Confusion on Word Boundary

Screen Link:

My Code:

pattern = r"\b[Jj]ava\b"
java_titles = titles[titles.str.contains(pattern)]

test = titles[titles.str.contains(r"using\?")]
test1 = titles[titles.str.contains(r"using\?\b")]
test2 = titles[titles.str.contains(r"\busing\?\b")]

print(titles[4576])
print(titles[11402])

Output:

Ask HN: Which linux/unix C++/C IDE are you using?
Ask HN: Moving Out of Silicon Valley because of housing? Where to?
  1. I thought that test and test1 would have the same result. Why aren’t titles[4576] and titles[11402] included in test1?
  2. Why doesn’t test2 include titles[4576]? In this lesson, we were able to get the titles with the word Java at the end of the string. I tried to apply that understanding to test2, but I’m not sure where I went wrong.


Thank you in advance!

I would first recommend going through the Accessing the Matching Text with Capture Groups Screen again and understanding what r (raw string) really does. Then compare that to your pattern - what does \? do?

1 Like

a word boundary is a position between a word character (\w or [0-9A-Za-z_] ) and a non-word character (\W), or beginning or end of word character.
\? is a non-word character.

So my understanding right now is that the raw string will prevent Python’s escape sequences (\b for word boundary instead of backspace), but now I’m not sure what \? does if r prevents it from using Python’s escape sequence of a question mark. My initial thought was that maybe \? becomes an optional backslash, but running code rejects that idea.
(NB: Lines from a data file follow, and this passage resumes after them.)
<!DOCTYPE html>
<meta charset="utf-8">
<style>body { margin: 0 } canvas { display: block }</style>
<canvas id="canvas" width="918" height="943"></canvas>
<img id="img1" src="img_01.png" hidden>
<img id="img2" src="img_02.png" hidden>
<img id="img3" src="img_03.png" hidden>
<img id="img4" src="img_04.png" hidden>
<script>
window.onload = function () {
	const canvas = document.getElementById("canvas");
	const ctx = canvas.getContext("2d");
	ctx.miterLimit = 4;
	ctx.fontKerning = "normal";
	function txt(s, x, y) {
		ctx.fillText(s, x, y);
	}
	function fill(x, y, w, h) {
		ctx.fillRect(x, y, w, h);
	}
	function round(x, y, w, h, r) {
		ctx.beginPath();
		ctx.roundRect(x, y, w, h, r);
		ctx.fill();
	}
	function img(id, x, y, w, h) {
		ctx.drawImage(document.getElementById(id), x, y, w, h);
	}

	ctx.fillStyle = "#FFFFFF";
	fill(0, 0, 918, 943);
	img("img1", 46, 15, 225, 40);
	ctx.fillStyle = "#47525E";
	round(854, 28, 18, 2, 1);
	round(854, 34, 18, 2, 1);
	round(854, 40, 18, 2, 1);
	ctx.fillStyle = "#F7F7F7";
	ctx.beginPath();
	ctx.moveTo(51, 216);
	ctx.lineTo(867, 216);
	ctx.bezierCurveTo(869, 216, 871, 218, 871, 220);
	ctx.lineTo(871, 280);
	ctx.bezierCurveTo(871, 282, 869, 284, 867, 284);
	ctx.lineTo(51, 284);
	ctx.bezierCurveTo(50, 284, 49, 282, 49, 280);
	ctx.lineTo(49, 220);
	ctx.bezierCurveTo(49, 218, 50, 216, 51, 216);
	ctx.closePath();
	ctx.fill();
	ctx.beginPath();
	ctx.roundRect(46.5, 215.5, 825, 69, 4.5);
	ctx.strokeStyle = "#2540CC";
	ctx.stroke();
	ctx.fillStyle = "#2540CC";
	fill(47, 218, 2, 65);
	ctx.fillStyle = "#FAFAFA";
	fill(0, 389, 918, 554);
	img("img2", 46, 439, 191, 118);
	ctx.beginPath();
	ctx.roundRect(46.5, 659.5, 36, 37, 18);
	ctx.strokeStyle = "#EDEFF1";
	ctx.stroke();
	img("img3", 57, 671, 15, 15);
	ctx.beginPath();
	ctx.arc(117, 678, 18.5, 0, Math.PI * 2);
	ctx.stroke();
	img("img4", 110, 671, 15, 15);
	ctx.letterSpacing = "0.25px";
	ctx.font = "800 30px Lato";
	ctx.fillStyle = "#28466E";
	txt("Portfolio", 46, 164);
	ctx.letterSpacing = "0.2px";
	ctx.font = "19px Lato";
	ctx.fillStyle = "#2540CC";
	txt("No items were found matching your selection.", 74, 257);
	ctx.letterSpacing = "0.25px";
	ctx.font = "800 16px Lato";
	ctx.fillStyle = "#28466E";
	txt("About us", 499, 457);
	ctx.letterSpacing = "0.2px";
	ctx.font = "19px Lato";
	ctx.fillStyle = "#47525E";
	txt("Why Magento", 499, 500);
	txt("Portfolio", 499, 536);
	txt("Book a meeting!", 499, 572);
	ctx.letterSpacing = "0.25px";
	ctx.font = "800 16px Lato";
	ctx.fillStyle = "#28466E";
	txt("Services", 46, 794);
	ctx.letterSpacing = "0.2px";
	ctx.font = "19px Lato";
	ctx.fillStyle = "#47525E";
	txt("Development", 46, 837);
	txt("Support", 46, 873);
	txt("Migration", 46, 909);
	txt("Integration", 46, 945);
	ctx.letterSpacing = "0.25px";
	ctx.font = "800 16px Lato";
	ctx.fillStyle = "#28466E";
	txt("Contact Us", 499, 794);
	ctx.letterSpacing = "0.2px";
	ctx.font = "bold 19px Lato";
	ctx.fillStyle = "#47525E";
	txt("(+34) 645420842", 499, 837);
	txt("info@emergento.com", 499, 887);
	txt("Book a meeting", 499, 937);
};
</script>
I also tried the pattern of \\busing\?\\b on a little test data that contains the string "test using? test" to see if I would get the result I expect, but I didn’t, and I’m not sure how to go about it next. I’m a little stumped.

Adding to my previous comment
\busing\?\b won’t work since \? is a non word character.
But \busing\b\? would work since the boundary is starting and ending at a word character

2 Likes

Ohhh. I understand the definition now. Thank you!